*** Data for this task ***

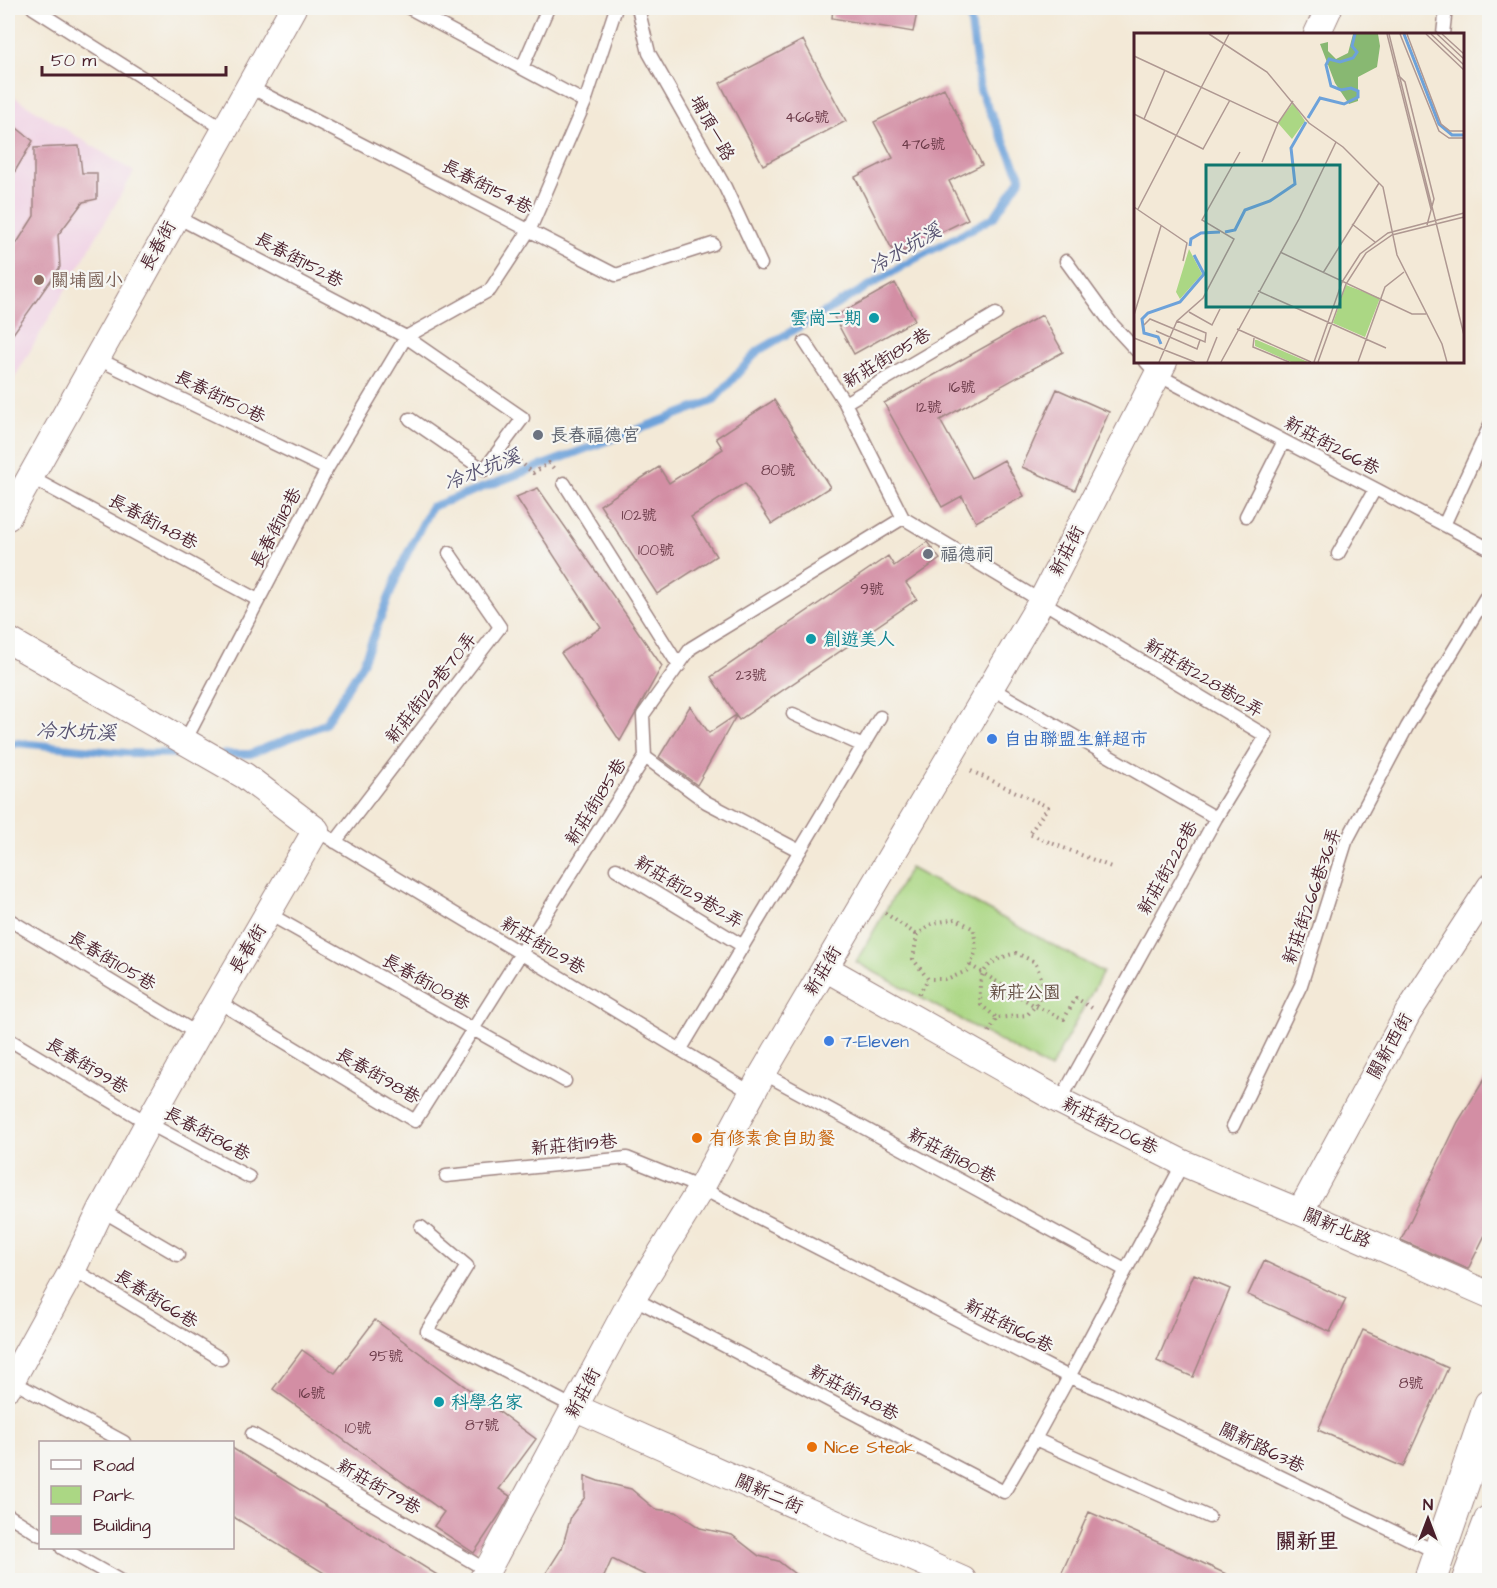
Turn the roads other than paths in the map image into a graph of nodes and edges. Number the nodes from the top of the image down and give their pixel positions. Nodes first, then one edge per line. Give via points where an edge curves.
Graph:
1 (33, 8) edge
2 (293, 8) edge
3 (410, 8) edge
4 (548, 8) edge
5 (616, 8) edge
6 (638, 8) edge
7 (1329, 8) edge
8 (1446, 8) edge
9 (1317, 33) edge
10 (1443, 33) edge
11 (522, 68) junction
12 (250, 87) junction
13 (585, 102) junction
14 (225, 130) junction
15 (175, 216) junction
16 (530, 229) junction
17 (713, 244) dead end
18 (1066, 261) dead end
19 (761, 264) dead end
20 (996, 314) dead end
21 (406, 337) junction
22 (805, 342) dead end
23 (1134, 348) edge
24 (96, 358) junction
25 (1156, 366) edge
26 (845, 403) junction
27 (410, 419) dead end
28 (1490, 425) edge
29 (1284, 441) junction
30 (327, 469) junction
31 (30, 477) junction
32 (564, 483) road end
33 (1375, 489) junction
34 (1246, 516) dead end
35 (8, 517) edge
36 (903, 518) junction
37 (1444, 525) junction
38 (1490, 549) edge
39 (449, 553) dead end
40 (1338, 554) dead end
41 (1490, 590) edge
42 (258, 600) junction
43 (1041, 602) junction
44 (8, 640) edge
45 (679, 666) junction
46 (991, 688) junction
47 (793, 714) dead end
48 (880, 717) dead end
49 (185, 741) junction
50 (863, 746) junction
51 (645, 757) junction
52 (1216, 818) junction
53 (326, 836) junction
54 (800, 851) junction
55 (616, 869) dead end
56 (1490, 886) edge
57 (269, 914) junction
58 (8, 919) edge
59 (743, 946) junction
60 (522, 954) junction
61 (825, 968) junction
62 (217, 1000) junction
63 (474, 1029) junction
64 (198, 1034) junction
65 (8, 1039) edge
66 (681, 1049) junction
67 (565, 1081) dead end
68 (758, 1083) junction
69 (1060, 1101) junction
70 (148, 1123) junction
71 (1233, 1126) dead end
72 (1184, 1163) junction
73 (446, 1176) dead end
74 (249, 1177) dead end
75 (702, 1188) junction
76 (101, 1210) junction
77 (1300, 1212) junction
78 (421, 1227) dead end
79 (178, 1255) dead end
80 (73, 1269) junction
81 (1125, 1270) junction
82 (1490, 1295) edge
83 (633, 1298) junction
84 (221, 1359) dead end
85 (1069, 1377) junction
86 (9, 1384) edge
87 (1490, 1405) edge
88 (576, 1408) junction
89 (252, 1434) dead end
90 (1035, 1439) junction
91 (120, 1441) edge
92 (8, 1515) edge
93 (1209, 1517) dead end
94 (1490, 1521) edge
95 (39, 1534) edge
96 (64, 1549) edge
97 (1434, 1567) edge
98 (485, 1576) edge
99 (119, 1581) edge
100 (963, 1581) edge
101 (1468, 1581) edge

1 - 14 lane
2 - 12 street, 長春街
3 - 11 lane
4 - 11 lane
5 - 13 lane
6 - 19 lane, 埔頂一路 via 650,53 725,187
7 - 9 street
8 - 10 lane
11 - 13 lane
12 - 14 street, 長春街
12 - 16 lane, 長春街154巷
13 - 16 lane
14 - 15 street, 長春街
15 - 21 lane, 長春街152巷
15 - 24 street, 長春街
16 - 17 lane, 長春街154巷 via 616,275
16 - 21 lane via 489,290
18 - 23 lane
20 - 26 lane, 新莊街185巷
21 - 27 lane, 長春街152巷 via 523,418 484,470
21 - 30 lane, 長春街118巷
22 - 26 lane
24 - 30 lane, 長春街150巷
24 - 31 street, 長春街
25 - 29 lane, 新莊街266巷
25 - 43 street, 新莊街
26 - 36 lane, 新莊街185巷
28 - 37 lane
29 - 33 lane, 新莊街266巷
29 - 34 lane
30 - 42 lane, 長春街118巷
31 - 35 street, 長春街
31 - 42 lane, 長春街148巷
32 - 45 lane
33 - 37 lane, 新莊街266巷
33 - 40 lane
36 - 43 lane
36 - 45 lane, 新莊街185巷 via 692,648
37 - 38 lane, 新莊街266巷
39 - 53 lane, 新莊街129巷70弄 via 500,627
41 - 71 lane, 新莊街266巷36弄 via 1407,727 1346,843 1301,985
42 - 49 lane, 長春街118巷
43 - 46 street, 新莊街
43 - 52 lane, 新莊街228巷12弄 via 1266,736
44 - 49 street
45 - 51 lane, 新莊街185巷 via 643,715
46 - 52 lane, 新莊街228巷
46 - 61 street, 新莊街
47 - 50 lane
48 - 50 lane, 新莊街129巷2弄
49 - 53 street via 245,776
50 - 54 lane, 新莊街129巷2弄
51 - 54 lane via 706,802
51 - 60 lane, 新莊街185巷
52 - 69 lane, 新莊街228巷
53 - 57 street, 長春街
53 - 60 lane, 新莊街129巷
54 - 59 lane, 新莊街129巷2弄
55 - 59 lane, 新莊街129巷2弄
56 - 77 street, 關新西街 via 1408,1013
57 - 62 street, 長春街
57 - 63 lane, 長春街108巷
58 - 64 lane, 長春街105巷
59 - 66 lane, 新莊街129巷2弄
60 - 63 lane, 長春街98巷
60 - 66 lane, 新莊街129巷
61 - 68 street, 新莊街
61 - 69 street, 新莊街206巷
62 - 63 lane, 長春街98巷 via 415,1121
62 - 64 street, 長春街
63 - 67 lane, 長春街108巷
64 - 70 street, 長春街
65 - 70 lane, 長春街99巷
66 - 68 lane, 新莊街129巷
68 - 75 street, 新莊街
68 - 81 lane, 新莊街180巷
69 - 72 street, 新莊街206巷
70 - 74 lane, 長春街86巷
70 - 76 street, 長春街
72 - 77 street, 關新北路
72 - 81 lane
73 - 75 lane, 新莊街119巷 via 627,1158
75 - 83 street, 新莊街
75 - 85 lane, 新莊街166巷
76 - 79 lane
76 - 80 street, 長春街
77 - 82 street, 關新北路
78 - 88 lane via 467,1266 427,1330
80 - 84 lane, 長春街66巷
80 - 86 street, 長春街
81 - 85 lane
83 - 88 street, 新莊街
83 - 90 lane, 新莊街148巷 via 1004,1492
85 - 90 lane
85 - 97 lane, 關新路63巷 via 1106,1392
86 - 91 lane
87 - 97 street
88 - 98 street, 新莊街
88 - 100 street, 關新二街
89 - 98 lane, 新莊街79巷
90 - 93 lane
92 - 95 lane
94 - 101 street
96 - 99 lane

*** End of Data for this task ***

### Work task
Once the pictures are set aside, give every line above again without alteration.

### Result for this task
Turn the roads other than paths in the map image into a graph of nodes and edges. Number the nodes from the top of the image down and give their pixel positions. Nodes first, then one edge per line. Give via points where an edge curves.
Graph:
1 (33, 8) edge
2 (293, 8) edge
3 (410, 8) edge
4 (548, 8) edge
5 (616, 8) edge
6 (638, 8) edge
7 (1329, 8) edge
8 (1446, 8) edge
9 (1317, 33) edge
10 (1443, 33) edge
11 (522, 68) junction
12 (250, 87) junction
13 (585, 102) junction
14 (225, 130) junction
15 (175, 216) junction
16 (530, 229) junction
17 (713, 244) dead end
18 (1066, 261) dead end
19 (761, 264) dead end
20 (996, 314) dead end
21 (406, 337) junction
22 (805, 342) dead end
23 (1134, 348) edge
24 (96, 358) junction
25 (1156, 366) edge
26 (845, 403) junction
27 (410, 419) dead end
28 (1490, 425) edge
29 (1284, 441) junction
30 (327, 469) junction
31 (30, 477) junction
32 (564, 483) road end
33 (1375, 489) junction
34 (1246, 516) dead end
35 (8, 517) edge
36 (903, 518) junction
37 (1444, 525) junction
38 (1490, 549) edge
39 (449, 553) dead end
40 (1338, 554) dead end
41 (1490, 590) edge
42 (258, 600) junction
43 (1041, 602) junction
44 (8, 640) edge
45 (679, 666) junction
46 (991, 688) junction
47 (793, 714) dead end
48 (880, 717) dead end
49 (185, 741) junction
50 (863, 746) junction
51 (645, 757) junction
52 (1216, 818) junction
53 (326, 836) junction
54 (800, 851) junction
55 (616, 869) dead end
56 (1490, 886) edge
57 (269, 914) junction
58 (8, 919) edge
59 (743, 946) junction
60 (522, 954) junction
61 (825, 968) junction
62 (217, 1000) junction
63 (474, 1029) junction
64 (198, 1034) junction
65 (8, 1039) edge
66 (681, 1049) junction
67 (565, 1081) dead end
68 (758, 1083) junction
69 (1060, 1101) junction
70 (148, 1123) junction
71 (1233, 1126) dead end
72 (1184, 1163) junction
73 (446, 1176) dead end
74 (249, 1177) dead end
75 (702, 1188) junction
76 (101, 1210) junction
77 (1300, 1212) junction
78 (421, 1227) dead end
79 (178, 1255) dead end
80 (73, 1269) junction
81 (1125, 1270) junction
82 (1490, 1295) edge
83 (633, 1298) junction
84 (221, 1359) dead end
85 (1069, 1377) junction
86 (9, 1384) edge
87 (1490, 1405) edge
88 (576, 1408) junction
89 (252, 1434) dead end
90 (1035, 1439) junction
91 (120, 1441) edge
92 (8, 1515) edge
93 (1209, 1517) dead end
94 (1490, 1521) edge
95 (39, 1534) edge
96 (64, 1549) edge
97 (1434, 1567) edge
98 (485, 1576) edge
99 (119, 1581) edge
100 (963, 1581) edge
101 (1468, 1581) edge

1 - 14 lane
2 - 12 street, 長春街
3 - 11 lane
4 - 11 lane
5 - 13 lane
6 - 19 lane, 埔頂一路 via 650,53 725,187
7 - 9 street
8 - 10 lane
11 - 13 lane
12 - 14 street, 長春街
12 - 16 lane, 長春街154巷
13 - 16 lane
14 - 15 street, 長春街
15 - 21 lane, 長春街152巷
15 - 24 street, 長春街
16 - 17 lane, 長春街154巷 via 616,275
16 - 21 lane via 489,290
18 - 23 lane
20 - 26 lane, 新莊街185巷
21 - 27 lane, 長春街152巷 via 523,418 484,470
21 - 30 lane, 長春街118巷
22 - 26 lane
24 - 30 lane, 長春街150巷
24 - 31 street, 長春街
25 - 29 lane, 新莊街266巷
25 - 43 street, 新莊街
26 - 36 lane, 新莊街185巷
28 - 37 lane
29 - 33 lane, 新莊街266巷
29 - 34 lane
30 - 42 lane, 長春街118巷
31 - 35 street, 長春街
31 - 42 lane, 長春街148巷
32 - 45 lane
33 - 37 lane, 新莊街266巷
33 - 40 lane
36 - 43 lane
36 - 45 lane, 新莊街185巷 via 692,648
37 - 38 lane, 新莊街266巷
39 - 53 lane, 新莊街129巷70弄 via 500,627
41 - 71 lane, 新莊街266巷36弄 via 1407,727 1346,843 1301,985
42 - 49 lane, 長春街118巷
43 - 46 street, 新莊街
43 - 52 lane, 新莊街228巷12弄 via 1266,736
44 - 49 street
45 - 51 lane, 新莊街185巷 via 643,715
46 - 52 lane, 新莊街228巷
46 - 61 street, 新莊街
47 - 50 lane
48 - 50 lane, 新莊街129巷2弄
49 - 53 street via 245,776
50 - 54 lane, 新莊街129巷2弄
51 - 54 lane via 706,802
51 - 60 lane, 新莊街185巷
52 - 69 lane, 新莊街228巷
53 - 57 street, 長春街
53 - 60 lane, 新莊街129巷
54 - 59 lane, 新莊街129巷2弄
55 - 59 lane, 新莊街129巷2弄
56 - 77 street, 關新西街 via 1408,1013
57 - 62 street, 長春街
57 - 63 lane, 長春街108巷
58 - 64 lane, 長春街105巷
59 - 66 lane, 新莊街129巷2弄
60 - 63 lane, 長春街98巷
60 - 66 lane, 新莊街129巷
61 - 68 street, 新莊街
61 - 69 street, 新莊街206巷
62 - 63 lane, 長春街98巷 via 415,1121
62 - 64 street, 長春街
63 - 67 lane, 長春街108巷
64 - 70 street, 長春街
65 - 70 lane, 長春街99巷
66 - 68 lane, 新莊街129巷
68 - 75 street, 新莊街
68 - 81 lane, 新莊街180巷
69 - 72 street, 新莊街206巷
70 - 74 lane, 長春街86巷
70 - 76 street, 長春街
72 - 77 street, 關新北路
72 - 81 lane
73 - 75 lane, 新莊街119巷 via 627,1158
75 - 83 street, 新莊街
75 - 85 lane, 新莊街166巷
76 - 79 lane
76 - 80 street, 長春街
77 - 82 street, 關新北路
78 - 88 lane via 467,1266 427,1330
80 - 84 lane, 長春街66巷
80 - 86 street, 長春街
81 - 85 lane
83 - 88 street, 新莊街
83 - 90 lane, 新莊街148巷 via 1004,1492
85 - 90 lane
85 - 97 lane, 關新路63巷 via 1106,1392
86 - 91 lane
87 - 97 street
88 - 98 street, 新莊街
88 - 100 street, 關新二街
89 - 98 lane, 新莊街79巷
90 - 93 lane
92 - 95 lane
94 - 101 street
96 - 99 lane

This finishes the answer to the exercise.